Bidders had until last Friday to amend financial aspects of their proposals, and have until Wednesday to make nonfinancial adjustments. [Times Union]AEG, which had offered $151 million, has added as much as $150 million if it gets 10,000 machines. Penn National, left at the gate with a piddling $5 million, rockets towards the leaders with an increase to $250 million - ha, and you thought we weren't serious. Steve Wynn has kicked in another $100 million at closing (I presume that the state is requiring suitcases of unmarked, or hell, any bills) and that amount again over the life of the contract.
Delaware North, heading a group called Aqueduct Gaming, held firm on its $100 million offer but, and again, this is all according to Odato's report, "promised another $200 million in ensuing years." Again as you may recall, the company was not amongst the three bidders reported to be the favorites by Crain's earlier this month.
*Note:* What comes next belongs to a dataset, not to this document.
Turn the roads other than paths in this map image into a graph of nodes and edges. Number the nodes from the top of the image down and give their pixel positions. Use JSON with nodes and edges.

I speculated at the time that they seemed to be going through the motions. But I'm told by someone with connections to the group that they've made "real progress" of late with a more aggressive promotion effort.
And on Wedensday, Aqueduct Gaming issued a press release regarding their proposal. Don't expect however to read too much about the racino or the accompanying extras themselves. Only one paragraph of the three page release is dedicated to that, and there are no details regarding the "hotel, additional retail and restaurants, entertainment and other amenities based on community input." Most of the statement is instead devoted to the group's efforts to embrace and empower the surrounding community, working with it to create a facility that will both enrich and employ.
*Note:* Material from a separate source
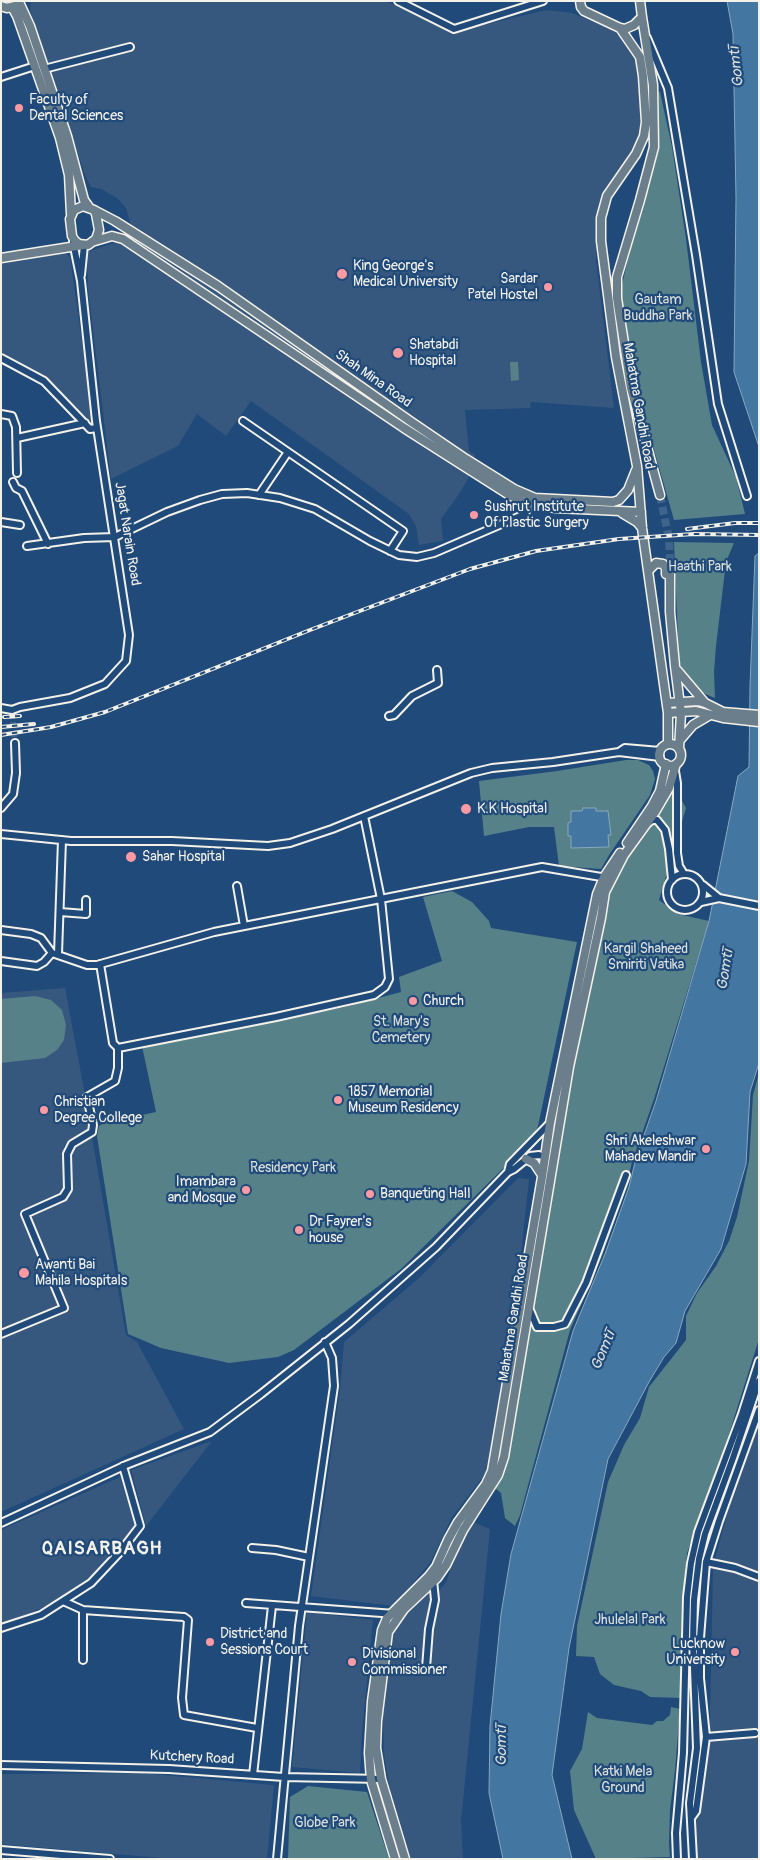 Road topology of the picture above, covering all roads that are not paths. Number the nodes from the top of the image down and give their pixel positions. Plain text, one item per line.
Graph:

"The people of Queens expect and deserve a project that will enhance and respect their community, not detract from it," said William Bissett, a leader in the coalition of New York companies comprising Aqueduct Gaming...And again as some of you may recall, Delaware North was excoriated by the community and by politicians running for office the first time around for their perceived snub of the community, having failed at the time even to meet with the Community Board. The company has certainly taken that lesson to heart. Their proposal includes "significant input and participation from the community and advisory groups," a guaranteed minimum percentage of Queens-based employees, an effort to buy from Queens vendors, a "highly visible" Employment and Small Business Center, a Neighborhood Foundation to be funded with a portion of profits, an hourly daycare center, and extreme care to environmental issues. Perhaps we'll see Bissett himself filling potholes on Rockaway Boulevard this winter.
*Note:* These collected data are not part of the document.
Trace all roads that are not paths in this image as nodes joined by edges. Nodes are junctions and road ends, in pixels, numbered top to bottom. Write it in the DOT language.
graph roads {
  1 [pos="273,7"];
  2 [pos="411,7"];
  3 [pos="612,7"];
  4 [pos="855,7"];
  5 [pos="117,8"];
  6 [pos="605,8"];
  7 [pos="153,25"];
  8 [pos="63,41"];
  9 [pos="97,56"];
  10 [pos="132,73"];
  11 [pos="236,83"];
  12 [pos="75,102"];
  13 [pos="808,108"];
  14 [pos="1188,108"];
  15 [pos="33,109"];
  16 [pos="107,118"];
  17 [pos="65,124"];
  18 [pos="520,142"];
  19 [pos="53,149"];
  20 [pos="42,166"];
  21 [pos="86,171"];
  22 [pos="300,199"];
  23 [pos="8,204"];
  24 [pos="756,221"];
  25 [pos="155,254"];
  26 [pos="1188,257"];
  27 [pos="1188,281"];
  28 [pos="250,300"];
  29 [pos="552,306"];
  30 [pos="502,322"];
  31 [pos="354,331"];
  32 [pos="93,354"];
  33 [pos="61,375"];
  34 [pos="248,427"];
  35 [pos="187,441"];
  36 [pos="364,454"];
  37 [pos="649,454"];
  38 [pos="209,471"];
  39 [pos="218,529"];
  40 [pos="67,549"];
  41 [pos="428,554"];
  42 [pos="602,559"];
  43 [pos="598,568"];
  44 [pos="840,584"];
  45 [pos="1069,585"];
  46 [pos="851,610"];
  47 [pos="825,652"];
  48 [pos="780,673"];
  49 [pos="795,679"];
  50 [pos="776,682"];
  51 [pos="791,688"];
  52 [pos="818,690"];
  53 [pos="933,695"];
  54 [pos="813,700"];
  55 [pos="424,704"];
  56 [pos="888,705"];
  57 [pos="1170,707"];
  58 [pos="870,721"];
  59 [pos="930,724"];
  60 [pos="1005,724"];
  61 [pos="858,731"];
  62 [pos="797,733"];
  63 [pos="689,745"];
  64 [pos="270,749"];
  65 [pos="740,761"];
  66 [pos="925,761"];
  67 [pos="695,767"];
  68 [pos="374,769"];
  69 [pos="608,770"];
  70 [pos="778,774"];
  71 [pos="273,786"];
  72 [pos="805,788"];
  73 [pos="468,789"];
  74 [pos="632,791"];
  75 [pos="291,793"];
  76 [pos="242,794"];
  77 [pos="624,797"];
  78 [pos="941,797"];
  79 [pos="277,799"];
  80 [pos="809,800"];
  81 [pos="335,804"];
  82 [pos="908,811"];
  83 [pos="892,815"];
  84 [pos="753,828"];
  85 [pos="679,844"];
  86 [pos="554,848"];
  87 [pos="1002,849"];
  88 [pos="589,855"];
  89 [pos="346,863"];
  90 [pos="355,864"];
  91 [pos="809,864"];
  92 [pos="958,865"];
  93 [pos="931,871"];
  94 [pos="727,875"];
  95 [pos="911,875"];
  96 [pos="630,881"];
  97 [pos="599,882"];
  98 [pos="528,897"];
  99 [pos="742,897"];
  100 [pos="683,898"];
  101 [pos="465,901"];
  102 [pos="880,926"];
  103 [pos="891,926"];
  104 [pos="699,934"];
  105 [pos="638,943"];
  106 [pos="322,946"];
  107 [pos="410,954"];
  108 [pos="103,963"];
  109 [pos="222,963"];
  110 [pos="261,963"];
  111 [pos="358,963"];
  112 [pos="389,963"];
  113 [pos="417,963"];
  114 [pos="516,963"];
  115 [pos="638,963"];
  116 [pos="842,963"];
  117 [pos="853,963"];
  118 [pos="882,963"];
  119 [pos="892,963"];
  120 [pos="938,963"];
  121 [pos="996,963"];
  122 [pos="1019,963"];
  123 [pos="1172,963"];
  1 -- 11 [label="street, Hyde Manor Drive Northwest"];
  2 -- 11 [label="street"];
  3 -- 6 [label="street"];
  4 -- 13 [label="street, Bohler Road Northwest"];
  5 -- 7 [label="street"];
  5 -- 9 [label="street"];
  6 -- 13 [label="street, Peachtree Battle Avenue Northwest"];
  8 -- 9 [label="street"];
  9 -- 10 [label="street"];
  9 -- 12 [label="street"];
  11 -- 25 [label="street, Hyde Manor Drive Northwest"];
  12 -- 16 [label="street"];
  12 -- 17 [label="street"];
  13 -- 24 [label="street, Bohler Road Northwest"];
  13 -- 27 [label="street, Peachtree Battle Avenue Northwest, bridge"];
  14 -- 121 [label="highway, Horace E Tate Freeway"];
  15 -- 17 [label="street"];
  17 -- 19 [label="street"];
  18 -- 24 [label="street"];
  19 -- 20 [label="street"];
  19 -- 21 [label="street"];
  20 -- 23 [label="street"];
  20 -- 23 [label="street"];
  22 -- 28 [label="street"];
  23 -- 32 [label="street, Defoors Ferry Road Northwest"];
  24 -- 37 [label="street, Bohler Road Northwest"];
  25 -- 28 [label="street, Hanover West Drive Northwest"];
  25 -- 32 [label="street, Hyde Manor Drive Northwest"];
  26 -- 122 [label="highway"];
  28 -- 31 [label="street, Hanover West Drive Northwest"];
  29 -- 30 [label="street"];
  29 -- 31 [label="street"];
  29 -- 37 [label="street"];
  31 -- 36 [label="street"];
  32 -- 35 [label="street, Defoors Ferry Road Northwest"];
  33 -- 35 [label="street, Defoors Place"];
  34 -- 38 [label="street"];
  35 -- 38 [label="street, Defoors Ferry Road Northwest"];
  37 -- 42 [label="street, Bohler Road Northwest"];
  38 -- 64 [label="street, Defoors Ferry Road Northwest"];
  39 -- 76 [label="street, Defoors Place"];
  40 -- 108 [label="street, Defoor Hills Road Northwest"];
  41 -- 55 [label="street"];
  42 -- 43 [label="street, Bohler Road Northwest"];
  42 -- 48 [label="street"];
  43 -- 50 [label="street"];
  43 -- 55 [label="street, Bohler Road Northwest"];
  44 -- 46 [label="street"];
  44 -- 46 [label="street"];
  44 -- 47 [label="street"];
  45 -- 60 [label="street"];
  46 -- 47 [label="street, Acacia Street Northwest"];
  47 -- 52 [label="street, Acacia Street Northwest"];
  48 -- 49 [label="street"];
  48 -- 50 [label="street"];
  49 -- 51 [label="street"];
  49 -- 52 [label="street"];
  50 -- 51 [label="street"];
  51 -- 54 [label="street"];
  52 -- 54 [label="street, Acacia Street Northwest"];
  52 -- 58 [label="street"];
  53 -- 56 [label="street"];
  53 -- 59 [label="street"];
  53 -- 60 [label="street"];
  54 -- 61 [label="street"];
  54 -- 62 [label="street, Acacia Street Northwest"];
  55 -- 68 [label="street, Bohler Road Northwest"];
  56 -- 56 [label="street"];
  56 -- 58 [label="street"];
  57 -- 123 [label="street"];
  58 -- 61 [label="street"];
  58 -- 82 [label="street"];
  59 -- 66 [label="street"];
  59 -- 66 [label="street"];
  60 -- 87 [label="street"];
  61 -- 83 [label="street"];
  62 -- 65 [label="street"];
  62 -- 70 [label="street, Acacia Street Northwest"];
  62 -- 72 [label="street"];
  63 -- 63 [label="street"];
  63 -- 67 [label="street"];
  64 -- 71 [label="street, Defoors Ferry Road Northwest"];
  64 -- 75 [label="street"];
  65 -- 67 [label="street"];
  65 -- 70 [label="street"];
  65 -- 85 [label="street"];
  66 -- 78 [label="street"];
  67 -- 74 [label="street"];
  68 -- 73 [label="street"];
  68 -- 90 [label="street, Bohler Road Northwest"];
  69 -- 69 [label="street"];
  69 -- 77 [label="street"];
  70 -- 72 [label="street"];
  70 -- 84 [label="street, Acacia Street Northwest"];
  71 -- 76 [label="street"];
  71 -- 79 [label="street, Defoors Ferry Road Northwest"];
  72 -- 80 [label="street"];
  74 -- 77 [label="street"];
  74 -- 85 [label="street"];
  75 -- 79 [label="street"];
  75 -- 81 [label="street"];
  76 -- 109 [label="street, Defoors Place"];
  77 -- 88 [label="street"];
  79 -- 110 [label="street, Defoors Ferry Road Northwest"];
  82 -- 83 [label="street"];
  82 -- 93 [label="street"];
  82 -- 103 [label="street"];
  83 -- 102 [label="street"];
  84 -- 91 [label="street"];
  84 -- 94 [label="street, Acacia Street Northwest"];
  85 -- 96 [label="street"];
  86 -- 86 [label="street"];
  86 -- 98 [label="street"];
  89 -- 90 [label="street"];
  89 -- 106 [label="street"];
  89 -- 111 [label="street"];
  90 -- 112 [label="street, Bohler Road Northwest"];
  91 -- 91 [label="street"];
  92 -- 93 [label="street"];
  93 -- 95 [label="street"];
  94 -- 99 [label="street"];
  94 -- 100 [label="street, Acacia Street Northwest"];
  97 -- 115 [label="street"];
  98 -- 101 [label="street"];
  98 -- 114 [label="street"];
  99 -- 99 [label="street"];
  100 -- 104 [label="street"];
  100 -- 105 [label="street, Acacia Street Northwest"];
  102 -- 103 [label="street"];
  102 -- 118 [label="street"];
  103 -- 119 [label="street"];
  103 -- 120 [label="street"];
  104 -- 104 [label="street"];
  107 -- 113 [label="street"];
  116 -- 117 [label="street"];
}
"As a result of our research and interaction with community leaders, Aqueduct Gaming's approach represents the right size and character of development, with specific community initiatives designed to ensure maximum benefit to the community, the thoroughbred racing industry and the state."
A repeat selection of Delaware North would no doubt rankle some who may harbor a grudge from its pulling out of the first bid because it couldn't fund the oversized $370 million upfront payment....and to those who harbor suspicions of favoritism shown towards its influential lobbyists, Patricia Lynch Associates. However, their selection could easily be portrayed as merely going with the company that the leaders felt was best all along, back with an improved plan containing an undeniably appealing community aspect. And, as we've recently seen, Albany doesn't seem all that concerned about appearance these days. So a comeback win wouldn't surprise me much at all.
- Empire Resorts, the parent company of Monticello Raceway, is proving to be quite the scrapper. First, it staved off bankruptcy by pulling off a deal to pay off one creditor, and then maneuvered to delay for 90 days a threatened recall of $65 million.
On Wednesday, it announced a $55 million investment, in return for a tad less than half of the company, by a Malaysian investment company.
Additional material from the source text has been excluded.